New technologies have the potential to strengthen our communities, but they also have the potential to challenge and weaken them. Video conferencing tools like Zoom can empower Friends to transcend the limitation of physical separation. Commercial online event management software can dramatically streamline logistical aspects of managing yearly and regional meetings. Online accounting systems can help monthly meetings accept donations via credit cards.
The potential positive benefits of adopting these kinds of technologies are clear. However, the potential negative unintended consequences and burdens associated with them may be less well understood.
When a Quaker meeting is considering whether to adopt a new technology, two distinct sets of skills are critical to identify within the meeting’s membership – the first relates to planning, the second to operations. Both are necessary for navigating successfully among the potential benefits, costs, and burdens of a new technology.

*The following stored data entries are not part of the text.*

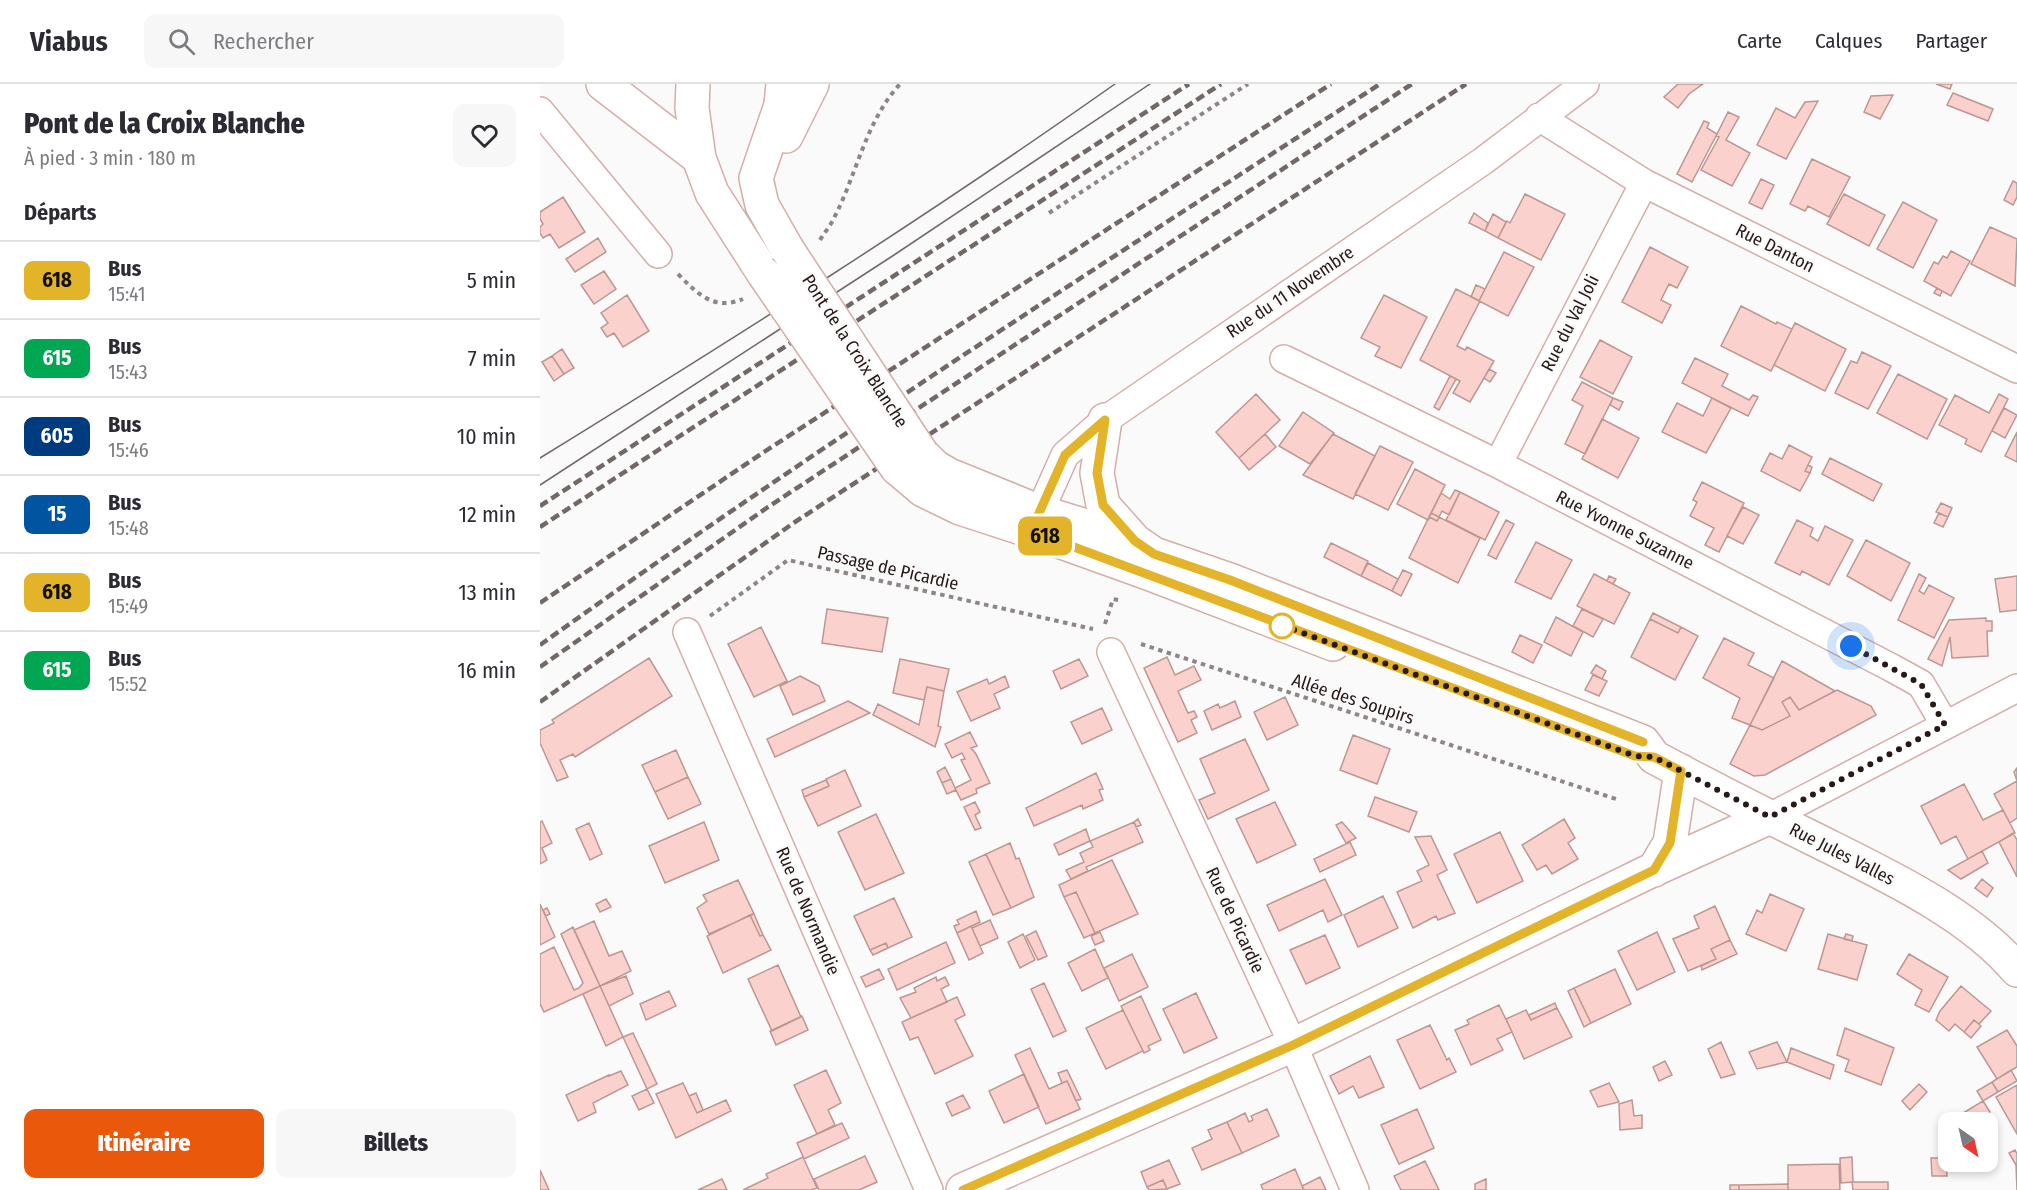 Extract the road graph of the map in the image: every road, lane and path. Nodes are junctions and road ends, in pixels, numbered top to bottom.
1 (603, 84) edge
2 (693, 84) edge
3 (783, 84) edge
4 (812, 84) edge
5 (1248, 84) edge
6 (1585, 84) edge
7 (540, 111) edge
8 (1539, 117) junction
9 (699, 158) junction
10 (1644, 183) junction
11 (762, 206) junction
12 (1049, 213) dead end
13 (658, 254) dead end
14 (1284, 359) dead end
15 (2017, 369) edge
16 (1105, 420) junction
17 (910, 461) junction
18 (1498, 464) junction
19 (1035, 521) junction
20 (1135, 541) junction
21 (1113, 599) dead end
22 (687, 632) joint
23 (1106, 641) junction
24 (1136, 642) dead end
25 (2017, 688) edge
26 (1945, 725) junction
27 (1667, 764) junction
28 (1616, 799) dead end
29 (1770, 817) junction
30 (1654, 870) junction
31 (2017, 970) edge
32 (1293, 1045) junction
33 (929, 1190) edge
34 (963, 1190) edge
35 (1355, 1190) edge

1 - 9 street
2 - 9 street, Pont de la Croix Blanche
3 - 11 street
4 - 11 street
5 - 12 path
6 - 8 street, Rue du 11 Novembre
7 - 13 street
8 - 10 street, Rue Danton
8 - 16 street, Rue du 11 Novembre
9 - 17 street, Pont de la Croix Blanche, bridge
10 - 15 street, Rue Danton
10 - 18 street, Rue du Val Joli
11 - 17 street, Pont de la Croix Blanche, bridge
14 - 18 street, Rue Yvonne Suzanne
16 - 19 street, Rue du 11 Novembre
16 - 20 street
17 - 19 street, Rue Jules Valles
18 - 26 street, Rue Yvonne Suzanne
19 - 20 street, Rue Jules Valles
19 - 27 street, Rue Jules Valles
20 - 27 street, Rue Jules Valles
21 - 23 path
22 - 23 path, Passage de Picardie
22 - 33 street, Rue de Normandie
23 - 32 street, Rue de Picardie
24 - 28 path, Allée des Soupirs
25 - 26 street
26 - 29 street
27 - 29 street, Rue Jules Valles
27 - 30 street
29 - 30 street
29 - 31 street, Rue Jules Valles
30 - 32 street
32 - 34 street
32 - 35 street, Rue de Picardie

Planning begins by seeking unity around the nature of the issue that seems to be calling for a technological solution. If it ain’t broke, don’t fix it. Implementing technology is disruptive and can impact the entire community, even when the work is needed and is done well. It is important for everyone to understand and have unity regarding why such change is needed and what it will take to do it right.
Frequently, the idea of adopting a new technology emerges out of a larger and more general planning process undertaken by a meeting – a meeting-wide committee reorganization effort, a “Quaker Quest” style self-examination, etc. That type of broad effort can clarify the meeting’s goals and values as well as the issues and opportunities confronting it. Such information is invaluable for focused and effective planning for technology implementation.

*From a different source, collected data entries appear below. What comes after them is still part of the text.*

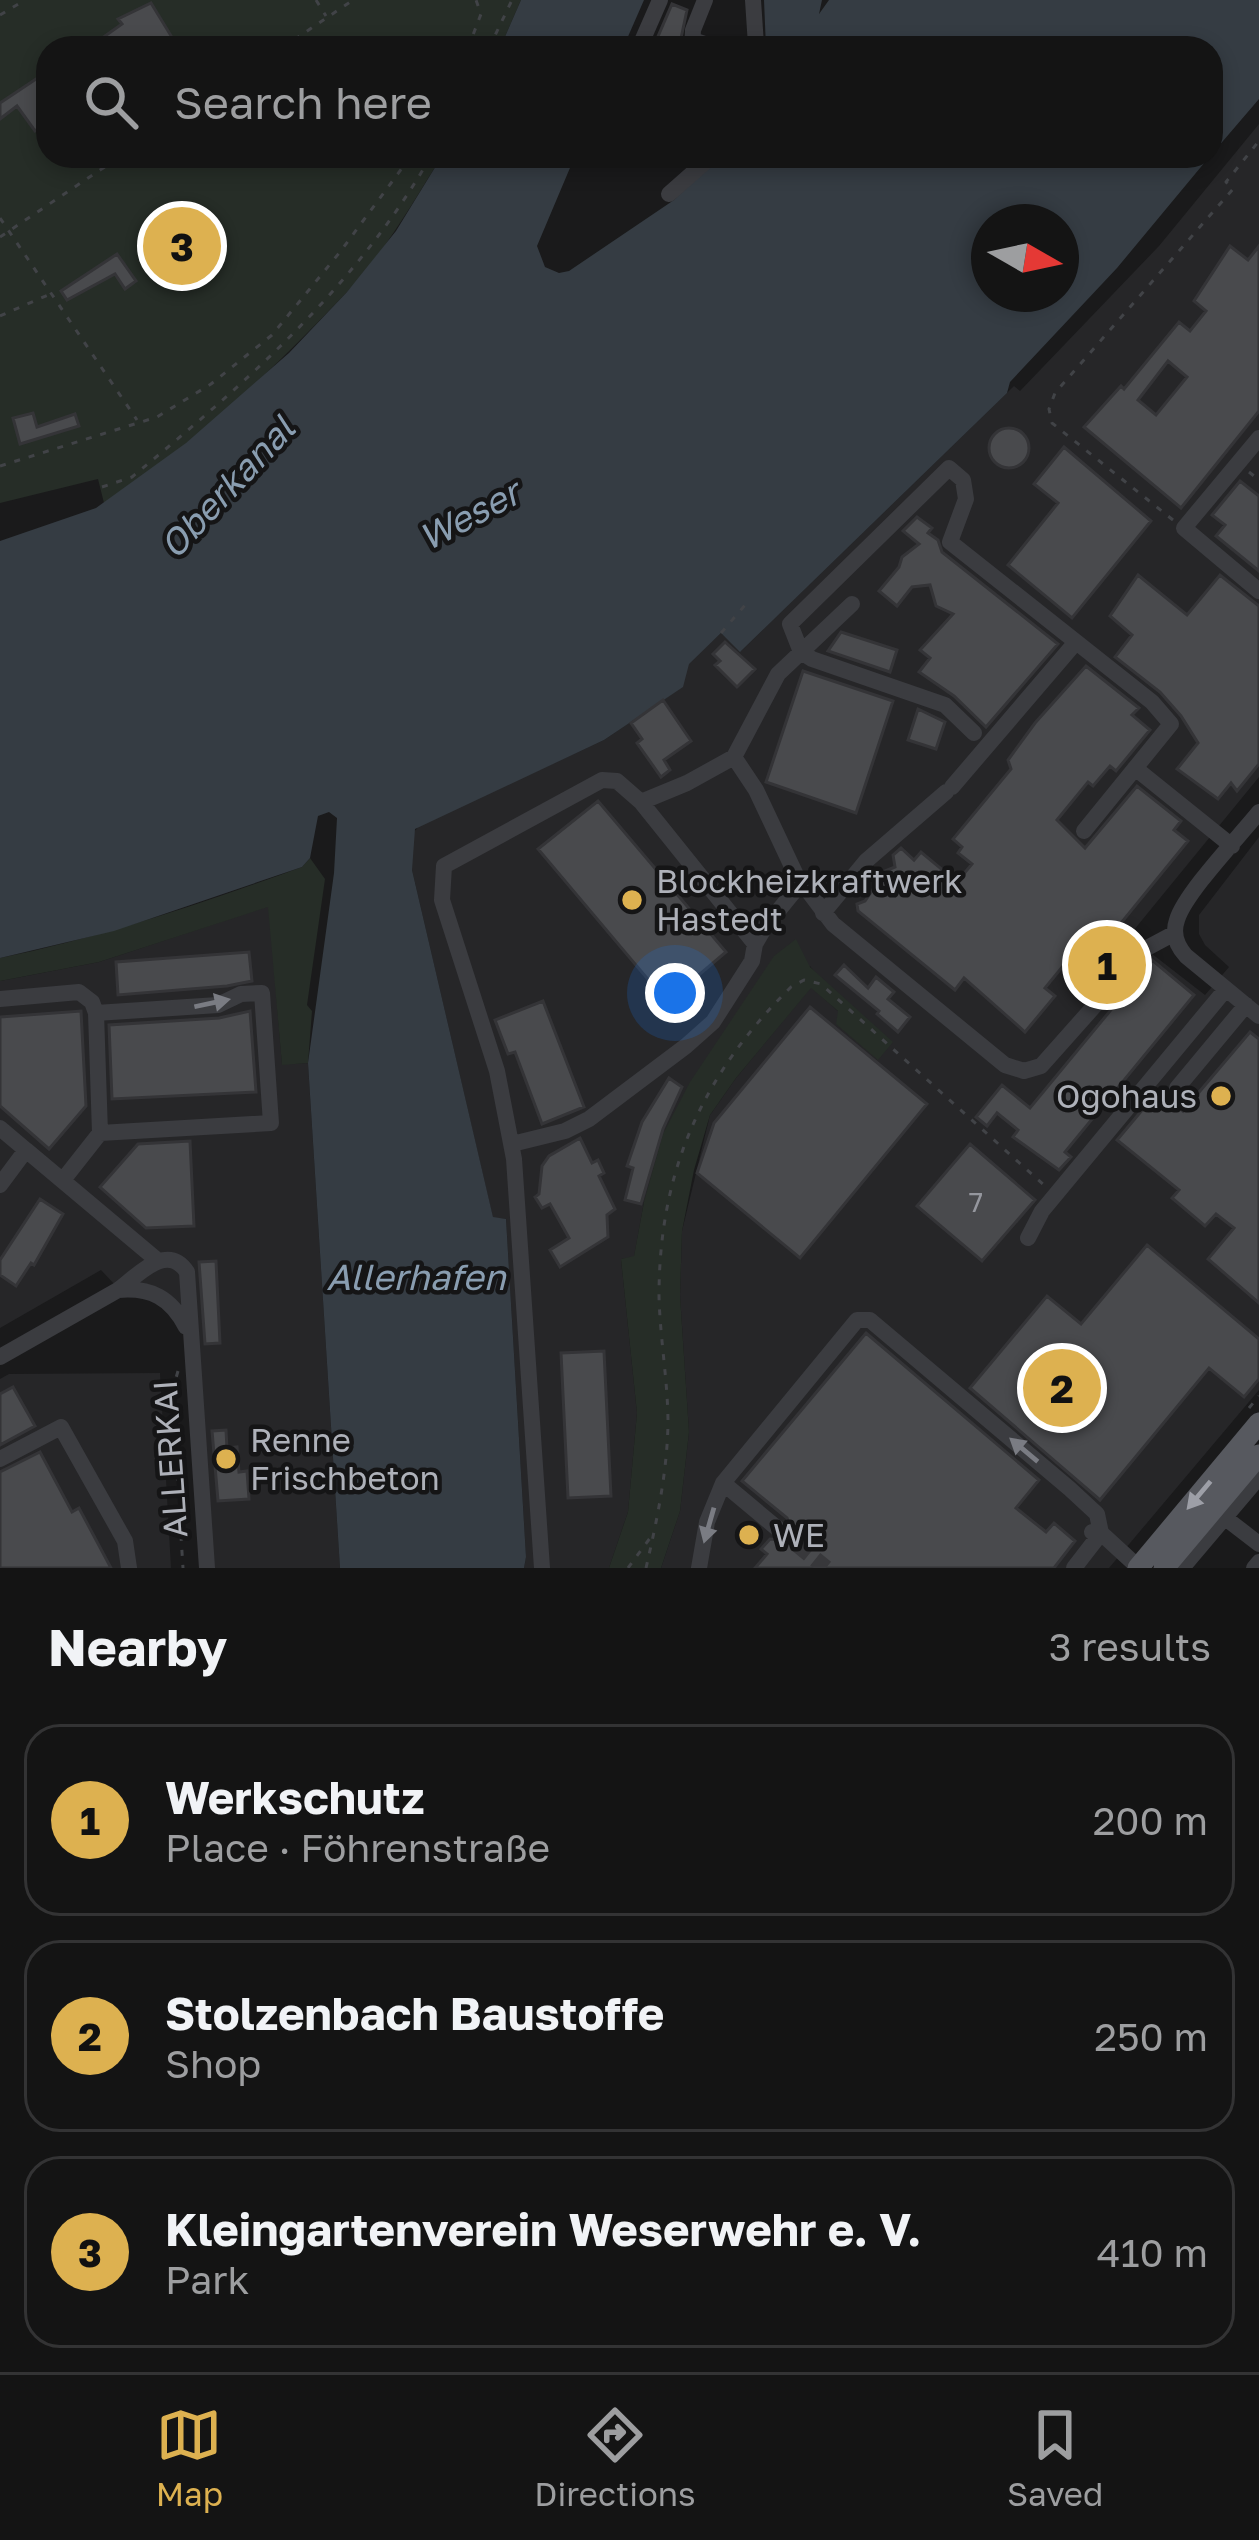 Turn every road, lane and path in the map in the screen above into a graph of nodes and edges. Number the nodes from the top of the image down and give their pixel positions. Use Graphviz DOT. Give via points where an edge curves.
graph roads {
  1 [pos="25,0"];
  2 [pos="316,0"];
  3 [pos="353,0"];
  4 [pos="477,0"];
  5 [pos="512,0"];
  6 [pos="660,0"];
  7 [pos="705,0"];
  8 [pos="753,0"];
  9 [pos="0,15"];
  10 [pos="327,18"];
  11 [pos="300,36"];
  12 [pos="473,36"];
  13 [pos="495,36"];
  14 [pos="644,36"];
  15 [pos="694,36"];
  16 [pos="755,36"];
  17 [pos="1259,141"];
  18 [pos="103,168"];
  19 [pos="402,168"];
  20 [pos="423,168"];
  21 [pos="698,168"];
  22 [pos="669,194"];
  23 [pos="0,218"];
  24 [pos="9,231"];
  25 [pos="0,237"];
  26 [pos="49,294"];
  27 [pos="0,316"];
  28 [pos="138,423"];
  29 [pos="1259,438"];
  30 [pos="0,466"];
  31 [pos="101,488"];
  32 [pos="1184,528"];
  33 [pos="1259,591"];
  34 [pos="746,604"];
  35 [pos="852,604"];
  36 [pos="722,632"];
  37 [pos="1076,642"];
  38 [pos="802,652"];
  39 [pos="980,740"];
  40 [pos="734,757"];
  41 [pos="1135,768"];
  42 [pos="641,802"];
  43 [pos="1259,812"];
  44 [pos="1084,831"];
  45 [pos="1252,834"];
  46 [pos="1232,846"];
  47 [pos="801,883"];
  48 [pos="823,913"];
  49 [pos="1175,933"];
  50 [pos="755,944"];
  51 [pos="1226,988"];
  52 [pos="0,999"];
  53 [pos="1252,1010"];
  54 [pos="96,1012"];
  55 [pos="1177,1088"];
  56 [pos="0,1127"];
  57 [pos="100,1133"];
  58 [pos="512,1144"];
  59 [pos="26,1150"];
  60 [pos="62,1180"];
  61 [pos="0,1185"];
  62 [pos="1055,1196"];
  63 [pos="1028,1238"];
  64 [pos="158,1260"];
  65 [pos="118,1290"];
  66 [pos="186,1353"];
  67 [pos="0,1357"];
  68 [pos="1259,1424"];
  69 [pos="1259,1455"];
  70 [pos="0,1459"];
  71 [pos="1259,1477"];
  72 [pos="723,1483"];
  73 [pos="1224,1517"];
  74 [pos="778,1529"];
  75 [pos="654,1533"];
  76 [pos="1096,1533"];
  77 [pos="1259,1544"];
  78 [pos="129,1568"];
  79 [pos="183,1568"];
  80 [pos="207,1568"];
  81 [pos="542,1568"];
  82 [pos="628,1568"];
  83 [pos="646,1568"];
  84 [pos="699,1568"];
  85 [pos="1074,1568"];
  86 [pos="1138,1568"];
  87 [pos="1164,1568"];
  88 [pos="1182,1568"];
  1 -- 9 [label="path"];
  2 -- 10 [label="path"];
  3 -- 10 [label="path"];
  4 -- 12 [label="path"];
  5 -- 13 [label="path"];
  6 -- 14 [label="street"];
  7 -- 15 [label="street"];
  8 -- 16 [label="street"];
  10 -- 11 [label="path"];
  17 -- 32 [label="path" via="1226,182 1233,189 1054,393 1049,410 1052,423"];
  18 -- 24 [label="path"];
  19 -- 28 [label="path" via="272,335 177,408"];
  20 -- 31 [label="path" via="383,232 296,334 132,477"];
  21 -- 22 [label="street"];
  23 -- 24 [label="path"];
  24 -- 25 [label="path"];
  24 -- 26 [label="path"];
  26 -- 27 [label="path"];
  26 -- 28 [label="path"];
  28 -- 30 [label="path"];
  29 -- 32 [label="street"];
  32 -- 33 [label="street"];
  34 -- 36 [label="path"];
  35 -- 38 [label="street"];
  37 -- 38 [label="street" via="950,542 966,499 963,480 949,468 790,624"];
  37 -- 39 [label="street"];
  37 -- 41 [label="street" via="1171,724"];
  38 -- 39 [label="street" via="945,705"];
  38 -- 40 [label="street" via="778,674"];
  39 -- 48 [label="street" via="949,790 866,861"];
  40 -- 42 [label="street"];
  40 -- 47 [label="street"];
  41 -- 44 [label="street"];
  41 -- 46 [label="street"];
  42 -- 50 [label="street"];
  42 -- 58 [label="street" via="617,781 602,780 444,866 442,900"];
  43 -- 45 [label="street"];
  45 -- 46 [label="street"];
  46 -- 49 [label="street" via="1184,906"];
  47 -- 48 [label="street"];
  47 -- 50 [label="street"];
  48 -- 49 [label="street" via="1006,1065 1024,1071 1041,1066 1145,949"];
  49 -- 51 [label="street" via="1186,956"];
  50 -- 58 [label="street" via="713,1022 669,1061 589,1119"];
  51 -- 53 [label="street"];
  51 -- 62 [label="street"];
  52 -- 54 [label="street" via="79,992"];
  53 -- 55 [label="street"];
  54 -- 57 [label="street"];
  54 -- 57 [label="street, one-way" via="218,1005 262,993 271,1123"];
  56 -- 59 [label="street"];
  57 -- 60 [label="street"];
  58 -- 81 [label="street"];
  59 -- 60 [label="street"];
  59 -- 61 [label="street"];
  60 -- 64 [label="street"];
  62 -- 63 [label="street"];
  62 -- 75 [label="path" via="813,980 791,987 725,1063 694,1115 670,1189 659,1300 668,1423"];
  64 -- 65 [label="street"];
  64 -- 66 [label="street, ALLERKAI" via="170,1258 187,1272"];
  65 -- 66 [label="street" via="138,1288 168,1301 179,1312"];
  65 -- 67 [label="street"];
  66 -- 79 [label="path" via="172,1392"];
  66 -- 80 [label="street, ALLERKAI"];
  68 -- 86 [label="main road, one-way"];
  69 -- 87 [label="main road"];
  70 -- 78 [label="street" via="61,1427 124,1541"];
  71 -- 73 [label="street"];
  72 -- 74 [label="street"];
  76 -- 72 [label="street, one-way" via="1096,1514 1070,1489 870,1320 845,1330"];
  72 -- 84 [label="street, one-way"];
  73 -- 77 [label="street"];
  73 -- 88 [label="street"];
  75 -- 82 [label="path"];
  75 -- 83 [label="path"];
  76 -- 85 [label="street"];
  76 -- 86 [label="street"];
}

Once an appropriate technological project has been discerned and committed to, it is important to carry it out well. This requires a different set of skills than planning does. It is quite possible that a great planner might not be a great doer. It is inappropriate to expect the meeting’s technology committee (or communications committee) to necessarily have members who can do the hands-on work of implementing and operating new technologies.
The technology committee’s role is to do the fundamental work of clarifying the scope and priorities of a new technology project, to help the meeting maintain unity and support for the project, to assure adequate funding for the project, and to provide guidance to the meeting during the inevitable growing pains associated with the change.

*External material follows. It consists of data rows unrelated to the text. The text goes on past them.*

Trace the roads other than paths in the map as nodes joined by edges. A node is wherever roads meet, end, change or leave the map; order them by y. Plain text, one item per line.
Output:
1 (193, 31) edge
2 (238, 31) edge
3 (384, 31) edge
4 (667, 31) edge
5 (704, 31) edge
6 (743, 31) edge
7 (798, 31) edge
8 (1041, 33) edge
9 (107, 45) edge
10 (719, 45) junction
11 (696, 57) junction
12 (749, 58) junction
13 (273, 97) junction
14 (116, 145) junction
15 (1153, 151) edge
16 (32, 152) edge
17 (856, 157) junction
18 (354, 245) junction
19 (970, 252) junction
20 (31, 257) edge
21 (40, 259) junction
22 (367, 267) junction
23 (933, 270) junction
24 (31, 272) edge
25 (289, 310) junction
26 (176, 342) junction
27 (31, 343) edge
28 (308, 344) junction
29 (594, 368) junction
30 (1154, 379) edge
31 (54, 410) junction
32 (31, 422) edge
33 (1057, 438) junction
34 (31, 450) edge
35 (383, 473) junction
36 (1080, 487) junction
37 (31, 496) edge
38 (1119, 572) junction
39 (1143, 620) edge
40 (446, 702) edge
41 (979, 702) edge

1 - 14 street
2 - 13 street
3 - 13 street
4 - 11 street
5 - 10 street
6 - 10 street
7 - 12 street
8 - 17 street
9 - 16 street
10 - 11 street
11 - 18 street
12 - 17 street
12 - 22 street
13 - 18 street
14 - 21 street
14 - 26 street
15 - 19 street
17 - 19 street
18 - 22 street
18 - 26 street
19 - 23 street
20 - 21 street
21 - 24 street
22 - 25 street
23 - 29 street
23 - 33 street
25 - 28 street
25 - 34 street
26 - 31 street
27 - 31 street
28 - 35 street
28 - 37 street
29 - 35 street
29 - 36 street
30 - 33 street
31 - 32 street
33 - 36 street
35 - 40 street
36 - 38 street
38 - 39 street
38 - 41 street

The actual hands-on work of implementing and operating technological systems for the meeting should go to a separate committee or subcommittee. This can be just a few people who are empowered to act independently without needing to vet every decision through a full-scale corporate discernment within a larger body.
It might seem unfair for the technology committee to define a wish list of technology projects and then “dump it” on a smaller group of technologists to implement. But if the planning process has provided this small tech subcommittee with clarity regarding the scope and priorities of the work expected of them, then this approach will be far more supportive of them than just leaving it up to them to figure out how do their work without a plan.
Tom Vosburg is the Tech Lead for Intermountain Yearly Meeting and a member of Fort Collins Friends Meeting in Colorado.